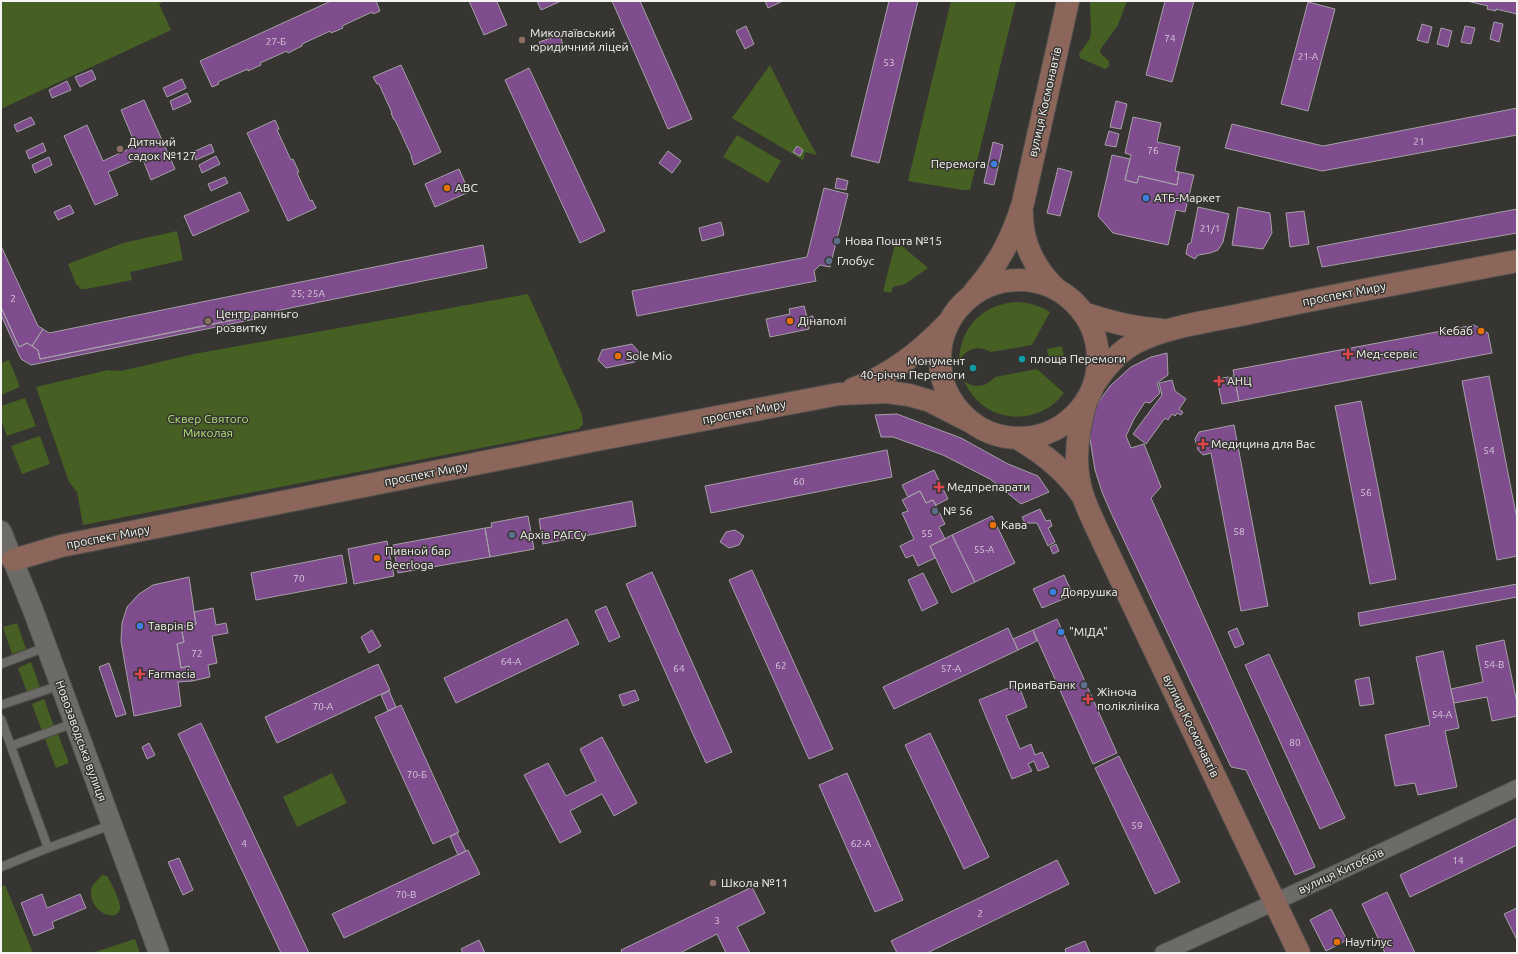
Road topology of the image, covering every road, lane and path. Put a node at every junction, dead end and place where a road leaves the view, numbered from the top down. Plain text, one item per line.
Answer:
1 (1068, 1) edge
2 (1023, 203) junction
3 (1517, 261) edge
4 (1056, 289) junction
5 (969, 298) junction
6 (1083, 313) junction
7 (950, 321) junction
8 (1171, 330) junction
9 (1090, 393) junction
10 (839, 394) junction
11 (969, 421) junction
12 (1017, 438) junction
13 (1084, 498) junction
14 (1, 530) edge
15 (10, 561) junction
16 (47, 647) junction
17 (1, 664) edge
18 (61, 685) junction
19 (1, 705) edge
20 (1, 719) edge
21 (74, 723) junction
22 (11, 746) junction
23 (1517, 788) edge
24 (111, 825) junction
25 (48, 848) junction
26 (1, 867) edge
27 (1275, 902) junction
28 (159, 953) edge
29 (1163, 953) edge
30 (1299, 953) edge

1 - 2 main road, вулиця Космонавтів
2 - 4 main road, вулиця Космонавтів
2 - 5 main road, вулиця Космонавтів
3 - 8 main road, проспект Миру
4 - 5 main road
4 - 6 main road
5 - 7 main road, вулиця Космонавтів
6 - 8 main road, проспект Миру
6 - 9 main road
7 - 10 main road, проспект Миру
7 - 11 main road
8 - 9 main road, проспект Миру
9 - 12 main road
9 - 13 main road, вулиця Космонавтів
10 - 11 main road, проспект Миру
10 - 15 main road, проспект Миру
11 - 12 main road, проспект Миру
12 - 13 main road, вулиця Космонавтів
13 - 27 main road, вулиця Космонавтів
14 - 15 street, Новозаводська вулиця
15 - 16 street, Новозаводська вулиця
16 - 17 lane
16 - 18 street, Новозаводська вулиця
18 - 19 lane
18 - 21 street, Новозаводська вулиця
20 - 22 lane
21 - 22 lane
21 - 24 street, Новозаводська вулиця
22 - 25 lane
23 - 27 street, вулиця Китобоїв
24 - 25 lane
24 - 28 street, Новозаводська вулиця
25 - 26 lane
27 - 29 street, вулиця Китобоїв
27 - 30 main road, вулиця Космонавтів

= = = =

▸ WHAT TO DO
The records above need to be reproduced exactly, with all images omitted.

▸ EXERCISE OUTPUT
Road topology of the image, covering every road, lane and path. Put a node at every junction, dead end and place where a road leaves the view, numbered from the top down. Plain text, one item per line.
Answer:
1 (1068, 1) edge
2 (1023, 203) junction
3 (1517, 261) edge
4 (1056, 289) junction
5 (969, 298) junction
6 (1083, 313) junction
7 (950, 321) junction
8 (1171, 330) junction
9 (1090, 393) junction
10 (839, 394) junction
11 (969, 421) junction
12 (1017, 438) junction
13 (1084, 498) junction
14 (1, 530) edge
15 (10, 561) junction
16 (47, 647) junction
17 (1, 664) edge
18 (61, 685) junction
19 (1, 705) edge
20 (1, 719) edge
21 (74, 723) junction
22 (11, 746) junction
23 (1517, 788) edge
24 (111, 825) junction
25 (48, 848) junction
26 (1, 867) edge
27 (1275, 902) junction
28 (159, 953) edge
29 (1163, 953) edge
30 (1299, 953) edge

1 - 2 main road, вулиця Космонавтів
2 - 4 main road, вулиця Космонавтів
2 - 5 main road, вулиця Космонавтів
3 - 8 main road, проспект Миру
4 - 5 main road
4 - 6 main road
5 - 7 main road, вулиця Космонавтів
6 - 8 main road, проспект Миру
6 - 9 main road
7 - 10 main road, проспект Миру
7 - 11 main road
8 - 9 main road, проспект Миру
9 - 12 main road
9 - 13 main road, вулиця Космонавтів
10 - 11 main road, проспект Миру
10 - 15 main road, проспект Миру
11 - 12 main road, проспект Миру
12 - 13 main road, вулиця Космонавтів
13 - 27 main road, вулиця Космонавтів
14 - 15 street, Новозаводська вулиця
15 - 16 street, Новозаводська вулиця
16 - 17 lane
16 - 18 street, Новозаводська вулиця
18 - 19 lane
18 - 21 street, Новозаводська вулиця
20 - 22 lane
21 - 22 lane
21 - 24 street, Новозаводська вулиця
22 - 25 lane
23 - 27 street, вулиця Китобоїв
24 - 25 lane
24 - 28 street, Новозаводська вулиця
25 - 26 lane
27 - 29 street, вулиця Китобоїв
27 - 30 main road, вулиця Космонавтів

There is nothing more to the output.